Trepp has identified approximately $ 3.9 billion out of nearly 100 outstanding CMBS loan balances for which the borrower has indicated willingness to return the assets to the lender.
Trepp’s research supports the now-popular idea that waves of distress could be occurring in hospitality and retail. Trepp highlighted some regional malls including Westfield Citrus Park in Tampa ($ 126.4 million current loan balance), Westfield Countryside in Clearwater, Fla. ($ 95.9 million current loan balance) and the struggling Florence Mall in Florence, Ky. ($ 90.0 million). He also listed problem loans with a Sheraton Suites Houston in Houston and the Trumbull Marriott in Trumbull, Connecticut ($ 20.9 million).

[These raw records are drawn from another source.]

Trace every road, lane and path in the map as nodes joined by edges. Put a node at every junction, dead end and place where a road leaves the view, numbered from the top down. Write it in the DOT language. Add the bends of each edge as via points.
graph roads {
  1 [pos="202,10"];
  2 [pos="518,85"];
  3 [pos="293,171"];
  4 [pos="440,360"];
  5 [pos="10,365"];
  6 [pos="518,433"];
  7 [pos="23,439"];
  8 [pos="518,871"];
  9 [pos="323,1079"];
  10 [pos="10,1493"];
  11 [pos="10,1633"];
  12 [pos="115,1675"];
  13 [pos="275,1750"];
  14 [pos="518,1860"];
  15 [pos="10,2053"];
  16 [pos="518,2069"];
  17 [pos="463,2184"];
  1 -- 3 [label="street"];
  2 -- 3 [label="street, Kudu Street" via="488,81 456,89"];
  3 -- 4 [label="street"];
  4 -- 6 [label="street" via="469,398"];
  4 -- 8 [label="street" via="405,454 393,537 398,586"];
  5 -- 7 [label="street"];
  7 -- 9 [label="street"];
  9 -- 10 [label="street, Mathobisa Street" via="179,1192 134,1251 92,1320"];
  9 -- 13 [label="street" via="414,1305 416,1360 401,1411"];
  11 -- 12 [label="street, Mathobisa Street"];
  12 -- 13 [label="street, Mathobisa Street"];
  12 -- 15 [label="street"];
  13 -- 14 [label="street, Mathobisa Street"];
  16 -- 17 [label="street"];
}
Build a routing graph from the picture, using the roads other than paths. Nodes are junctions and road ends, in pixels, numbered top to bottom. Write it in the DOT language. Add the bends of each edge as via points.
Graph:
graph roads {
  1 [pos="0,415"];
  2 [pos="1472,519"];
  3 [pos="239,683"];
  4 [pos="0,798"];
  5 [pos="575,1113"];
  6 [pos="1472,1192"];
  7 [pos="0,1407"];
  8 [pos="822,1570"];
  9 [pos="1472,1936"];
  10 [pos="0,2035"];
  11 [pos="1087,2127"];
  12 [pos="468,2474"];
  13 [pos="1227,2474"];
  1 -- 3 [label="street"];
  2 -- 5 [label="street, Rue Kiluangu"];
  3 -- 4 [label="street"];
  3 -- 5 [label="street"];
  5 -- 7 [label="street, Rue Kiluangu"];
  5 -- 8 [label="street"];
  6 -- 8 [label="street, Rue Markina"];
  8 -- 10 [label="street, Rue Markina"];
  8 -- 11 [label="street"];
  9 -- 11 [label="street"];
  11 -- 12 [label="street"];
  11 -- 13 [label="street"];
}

A large group of problem loans are between Philadelphia and New York, according to Trepp. Regional shopping centers account for more than a quarter (26%) of loans for which borrowers could potentially hand over the keys to lenders. Limited and full service hotels each accounted for 18.09 of these loans. They were followed by community shopping centers (8.51%) and long-term hotels (6.38%).
The list includes some loans with balances over $ 200 million. Trepp’s Manus Clancy and Catherine Liu pointed out that his list represents what the situation looked like on October 21, 2020, and that what might appear to be an “pending deed in lieu (DIL)” can quickly change course. The list, which was created by reading the reviews of special agents, includes loans for which the borrower has indicated willingness to transfer ownership to the mezz lender. It did not include loans that showed the asset as REO.

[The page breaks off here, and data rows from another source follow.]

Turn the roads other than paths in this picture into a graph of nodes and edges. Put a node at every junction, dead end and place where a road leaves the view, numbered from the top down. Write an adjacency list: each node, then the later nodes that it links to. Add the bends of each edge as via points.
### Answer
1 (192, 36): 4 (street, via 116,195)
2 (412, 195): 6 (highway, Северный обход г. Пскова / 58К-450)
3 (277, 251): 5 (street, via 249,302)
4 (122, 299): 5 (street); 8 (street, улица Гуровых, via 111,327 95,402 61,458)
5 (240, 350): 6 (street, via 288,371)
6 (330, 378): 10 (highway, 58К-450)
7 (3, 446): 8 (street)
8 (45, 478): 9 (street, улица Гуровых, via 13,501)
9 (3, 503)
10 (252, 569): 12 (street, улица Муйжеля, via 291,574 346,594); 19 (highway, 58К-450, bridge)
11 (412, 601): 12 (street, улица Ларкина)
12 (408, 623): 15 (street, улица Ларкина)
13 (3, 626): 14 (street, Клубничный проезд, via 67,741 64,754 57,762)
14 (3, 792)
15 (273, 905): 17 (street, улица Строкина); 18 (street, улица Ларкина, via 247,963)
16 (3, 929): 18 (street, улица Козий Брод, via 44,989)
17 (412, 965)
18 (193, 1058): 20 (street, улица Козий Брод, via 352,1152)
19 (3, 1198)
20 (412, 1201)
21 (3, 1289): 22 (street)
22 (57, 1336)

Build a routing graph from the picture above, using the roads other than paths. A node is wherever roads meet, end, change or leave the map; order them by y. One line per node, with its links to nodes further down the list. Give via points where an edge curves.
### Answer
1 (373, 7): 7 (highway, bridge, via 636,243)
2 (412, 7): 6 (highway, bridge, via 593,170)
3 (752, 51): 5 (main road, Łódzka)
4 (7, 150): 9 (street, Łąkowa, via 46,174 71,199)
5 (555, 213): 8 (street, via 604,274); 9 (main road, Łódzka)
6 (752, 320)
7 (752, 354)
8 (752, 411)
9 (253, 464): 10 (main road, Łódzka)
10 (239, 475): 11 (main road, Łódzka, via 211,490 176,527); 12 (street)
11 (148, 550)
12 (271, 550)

Trepp also mentioned that the prospect of an act in lieu is sometimes used as a negotiating tactic. Just because the term is used does not guarantee that a property will go REO.
Earlier, Russell Hughes of Trepp wrote that some borrowers could be strategically in default on their loans. He pointed out that the delinquency rate for large balance loans is much higher than for those with smaller balance. The borrowers for these larger loans are typically more sophisticated and less burdened with recourse or collateral, which makes strategic defaults more rational, according to Hughes.

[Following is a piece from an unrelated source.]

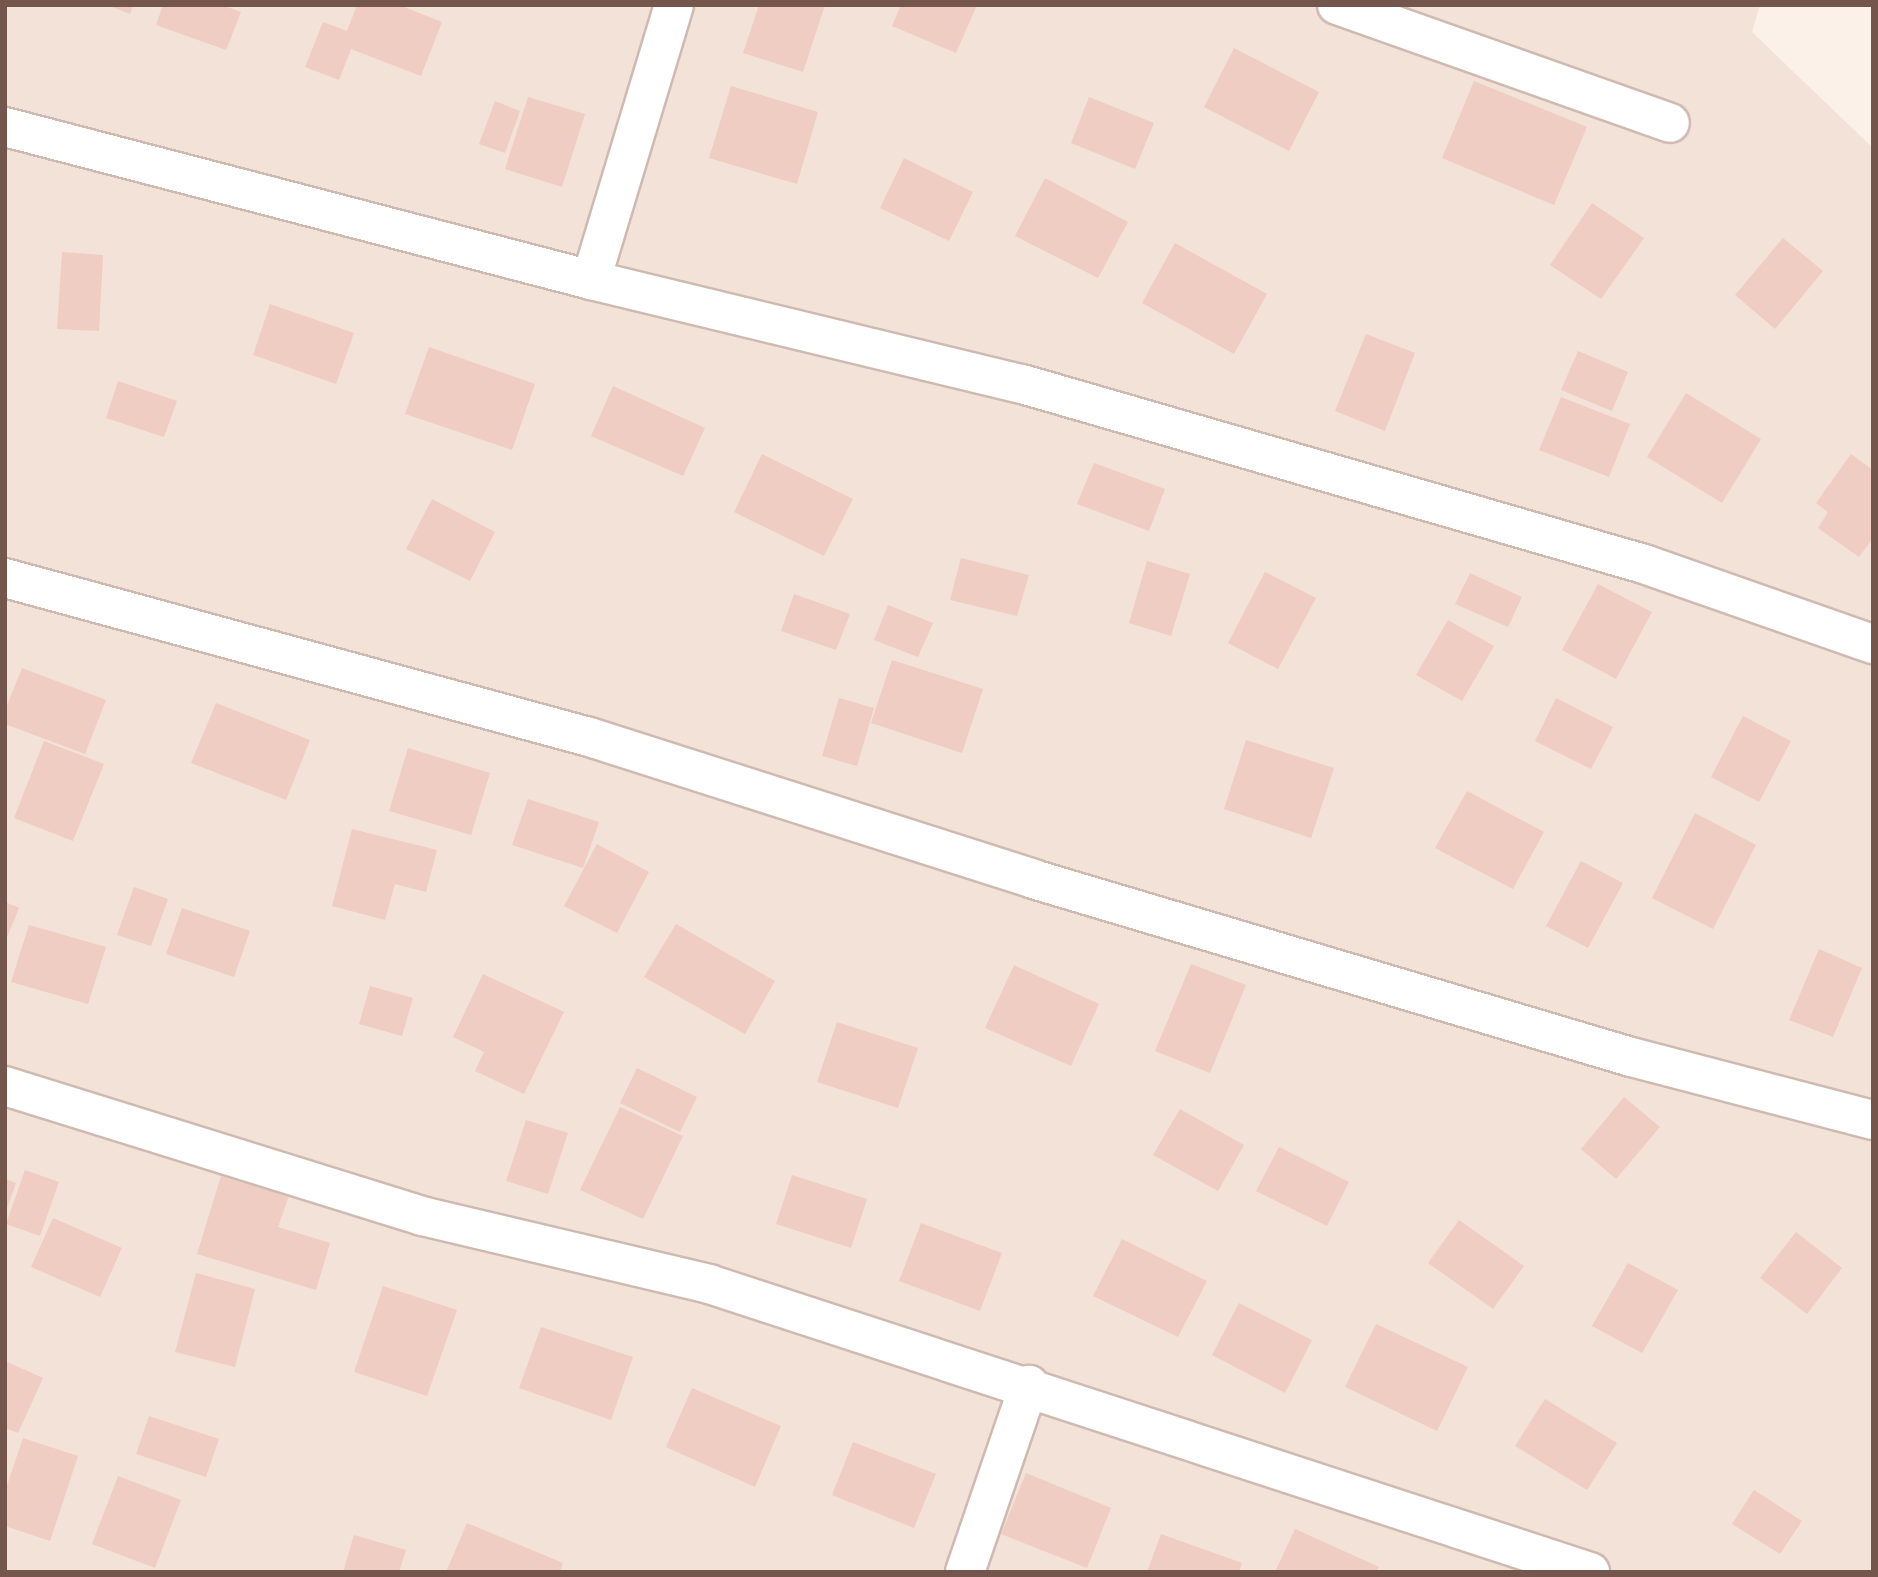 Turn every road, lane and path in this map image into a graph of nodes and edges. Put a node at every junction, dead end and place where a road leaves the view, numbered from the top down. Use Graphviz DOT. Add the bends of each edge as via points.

“While there are certainly borrowers who no longer have the capacity to make payments, the deviation of the default rate from the larger portfolio indicates that many of these borrowers have decided that because of the Under current circumstances, they will not be able to extend or refinance their existing loan at maturity and have therefore chosen to stop making payments before their due date, ”writes Hughes.